AIM OF THE TASK
Filter the entries, keeping every line with the word "numbered".

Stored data

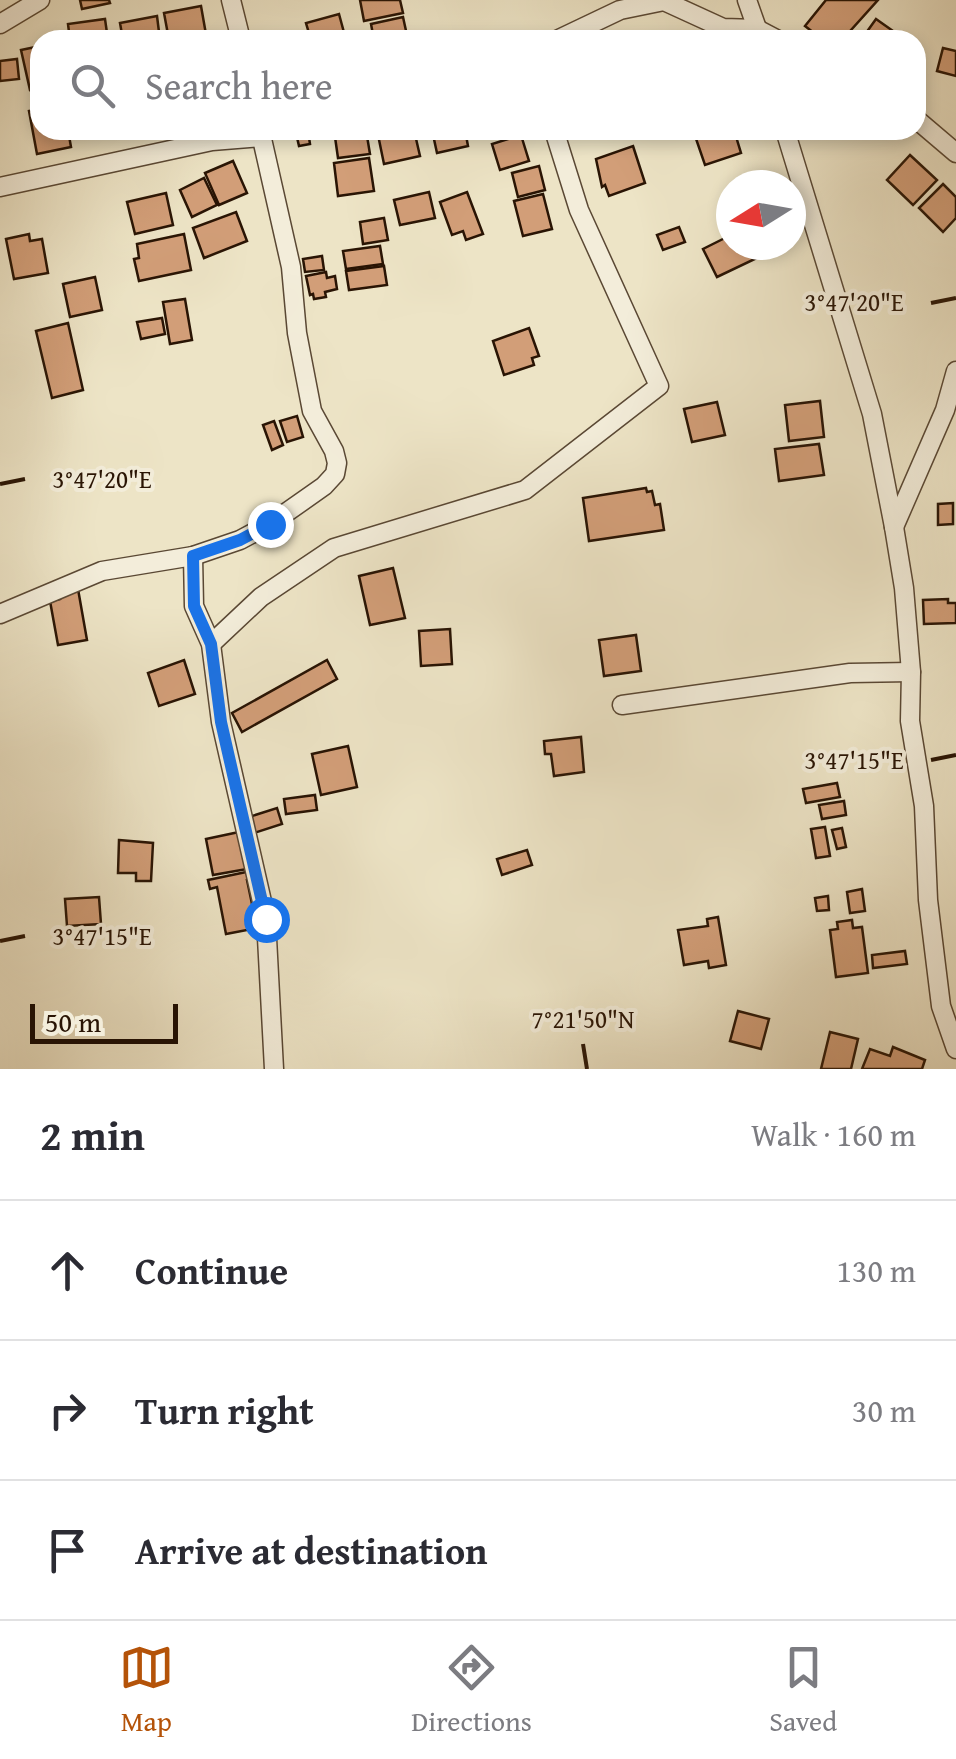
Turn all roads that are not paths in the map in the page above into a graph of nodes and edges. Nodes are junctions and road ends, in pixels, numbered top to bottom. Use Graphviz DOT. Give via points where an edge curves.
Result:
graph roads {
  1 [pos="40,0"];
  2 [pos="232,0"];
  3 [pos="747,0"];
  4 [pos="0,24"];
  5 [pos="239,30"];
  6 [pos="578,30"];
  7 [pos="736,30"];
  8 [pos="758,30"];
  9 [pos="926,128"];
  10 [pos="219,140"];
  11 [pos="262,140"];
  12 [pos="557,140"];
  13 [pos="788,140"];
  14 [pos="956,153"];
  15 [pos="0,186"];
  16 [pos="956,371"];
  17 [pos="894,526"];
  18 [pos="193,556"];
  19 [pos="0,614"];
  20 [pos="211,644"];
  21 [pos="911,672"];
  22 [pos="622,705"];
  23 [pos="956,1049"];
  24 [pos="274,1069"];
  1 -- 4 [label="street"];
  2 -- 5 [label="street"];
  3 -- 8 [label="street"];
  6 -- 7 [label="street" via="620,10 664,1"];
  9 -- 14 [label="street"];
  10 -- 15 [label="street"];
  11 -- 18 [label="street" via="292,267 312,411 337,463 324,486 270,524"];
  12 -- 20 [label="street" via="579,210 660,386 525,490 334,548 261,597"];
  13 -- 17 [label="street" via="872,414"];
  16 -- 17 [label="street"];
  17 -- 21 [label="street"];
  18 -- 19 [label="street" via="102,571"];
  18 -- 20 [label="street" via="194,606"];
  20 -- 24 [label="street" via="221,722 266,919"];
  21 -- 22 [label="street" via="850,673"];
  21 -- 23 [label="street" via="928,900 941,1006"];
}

==

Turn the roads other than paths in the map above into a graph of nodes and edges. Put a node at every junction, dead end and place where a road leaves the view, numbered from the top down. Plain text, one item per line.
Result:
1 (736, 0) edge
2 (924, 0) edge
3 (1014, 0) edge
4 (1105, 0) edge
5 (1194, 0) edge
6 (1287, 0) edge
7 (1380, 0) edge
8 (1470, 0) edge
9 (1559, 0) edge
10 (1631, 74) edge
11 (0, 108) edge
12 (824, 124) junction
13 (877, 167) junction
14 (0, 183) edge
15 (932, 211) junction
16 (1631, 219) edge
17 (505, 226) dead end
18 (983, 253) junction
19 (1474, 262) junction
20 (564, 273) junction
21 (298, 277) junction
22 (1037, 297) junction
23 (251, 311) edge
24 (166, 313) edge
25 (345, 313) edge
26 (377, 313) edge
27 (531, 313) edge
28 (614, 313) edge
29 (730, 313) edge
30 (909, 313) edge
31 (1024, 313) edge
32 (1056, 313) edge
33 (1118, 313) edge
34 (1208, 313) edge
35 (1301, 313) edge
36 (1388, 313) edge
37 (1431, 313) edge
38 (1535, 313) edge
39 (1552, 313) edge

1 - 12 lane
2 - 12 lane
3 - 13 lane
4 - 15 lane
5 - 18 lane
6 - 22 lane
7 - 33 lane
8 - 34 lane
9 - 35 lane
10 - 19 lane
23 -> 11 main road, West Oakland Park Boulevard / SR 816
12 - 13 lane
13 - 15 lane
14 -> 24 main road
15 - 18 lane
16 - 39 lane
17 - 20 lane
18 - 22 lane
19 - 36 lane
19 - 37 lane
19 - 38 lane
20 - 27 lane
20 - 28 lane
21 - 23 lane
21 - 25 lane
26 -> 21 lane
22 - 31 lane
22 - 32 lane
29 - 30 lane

==

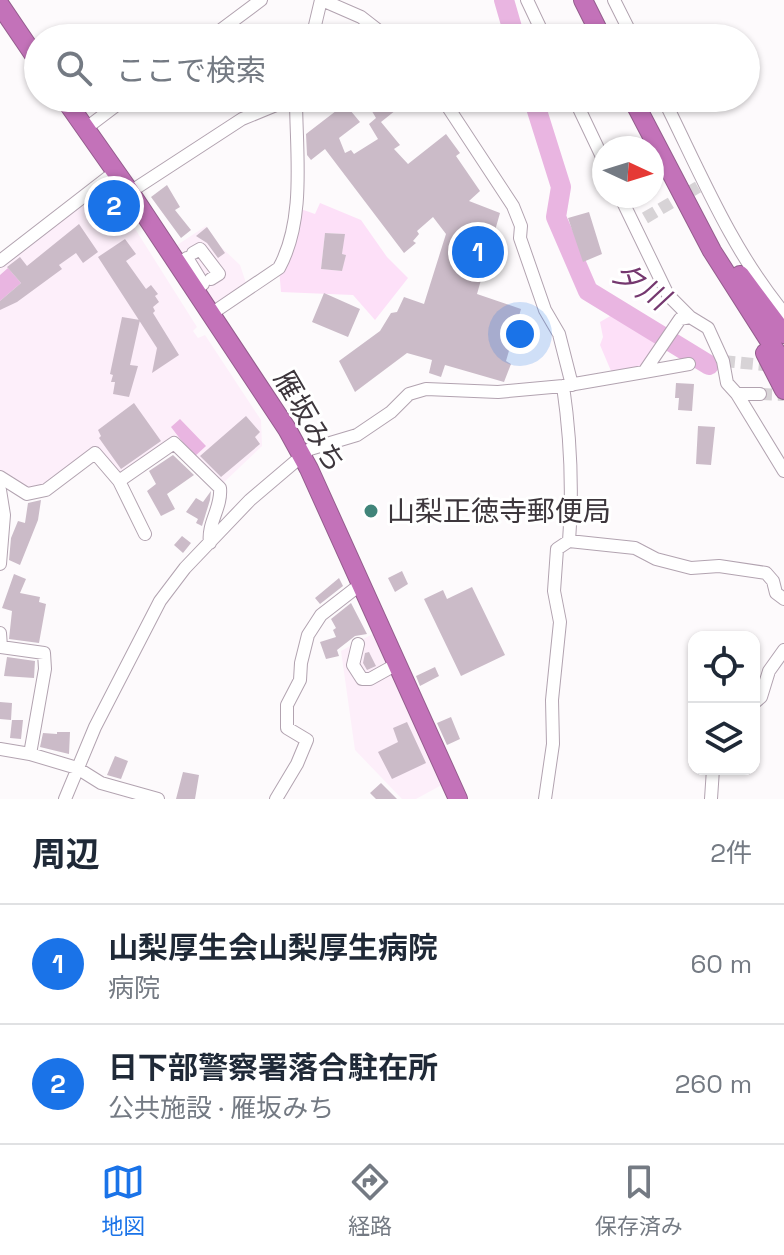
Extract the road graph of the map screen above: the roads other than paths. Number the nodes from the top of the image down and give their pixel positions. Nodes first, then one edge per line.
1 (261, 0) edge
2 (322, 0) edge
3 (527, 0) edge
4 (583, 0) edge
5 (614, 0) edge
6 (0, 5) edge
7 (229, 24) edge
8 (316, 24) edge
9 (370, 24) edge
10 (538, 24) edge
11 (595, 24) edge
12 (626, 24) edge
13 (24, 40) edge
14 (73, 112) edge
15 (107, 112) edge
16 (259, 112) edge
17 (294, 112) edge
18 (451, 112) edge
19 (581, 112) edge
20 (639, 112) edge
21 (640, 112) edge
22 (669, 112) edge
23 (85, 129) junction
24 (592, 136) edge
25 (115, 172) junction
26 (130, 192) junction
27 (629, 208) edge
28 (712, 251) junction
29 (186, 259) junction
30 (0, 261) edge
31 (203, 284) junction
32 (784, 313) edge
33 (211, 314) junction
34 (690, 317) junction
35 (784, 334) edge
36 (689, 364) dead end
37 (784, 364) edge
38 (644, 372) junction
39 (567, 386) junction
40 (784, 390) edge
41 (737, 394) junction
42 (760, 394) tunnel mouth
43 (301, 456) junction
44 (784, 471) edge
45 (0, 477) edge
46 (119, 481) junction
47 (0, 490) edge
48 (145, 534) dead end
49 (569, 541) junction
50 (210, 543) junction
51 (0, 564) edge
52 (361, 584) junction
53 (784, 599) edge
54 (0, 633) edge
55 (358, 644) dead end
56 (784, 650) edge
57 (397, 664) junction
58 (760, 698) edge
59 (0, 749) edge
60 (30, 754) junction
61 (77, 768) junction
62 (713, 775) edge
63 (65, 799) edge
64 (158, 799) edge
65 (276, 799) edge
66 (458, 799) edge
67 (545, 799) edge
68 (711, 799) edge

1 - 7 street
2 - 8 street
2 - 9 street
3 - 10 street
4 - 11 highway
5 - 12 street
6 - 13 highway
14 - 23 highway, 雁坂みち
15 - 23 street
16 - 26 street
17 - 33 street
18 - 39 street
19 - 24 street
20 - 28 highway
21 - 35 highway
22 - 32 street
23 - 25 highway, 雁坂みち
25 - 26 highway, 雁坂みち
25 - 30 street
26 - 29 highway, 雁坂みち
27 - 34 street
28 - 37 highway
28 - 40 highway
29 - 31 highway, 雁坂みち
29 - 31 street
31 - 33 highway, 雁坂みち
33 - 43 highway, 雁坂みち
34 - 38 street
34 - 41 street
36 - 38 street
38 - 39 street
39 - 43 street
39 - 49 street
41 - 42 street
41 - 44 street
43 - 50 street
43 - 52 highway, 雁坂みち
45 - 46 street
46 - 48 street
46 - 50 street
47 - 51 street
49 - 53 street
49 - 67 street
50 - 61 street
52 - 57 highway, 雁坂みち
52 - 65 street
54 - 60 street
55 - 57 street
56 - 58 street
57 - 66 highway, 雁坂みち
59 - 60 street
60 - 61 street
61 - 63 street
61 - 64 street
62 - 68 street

ANSWER TO THIS PROBLEM
Turn all roads that are not paths in the map in the page above into a graph of nodes and edges. Nodes are junctions and road ends, in pixels, numbered top to bottom. Use Graphviz DOT. Give via points where an edge curves.
Turn the roads other than paths in the map above into a graph of nodes and edges. Put a node at every junction, dead end and place where a road leaves the view, numbered from the top down. Plain text, one item per line.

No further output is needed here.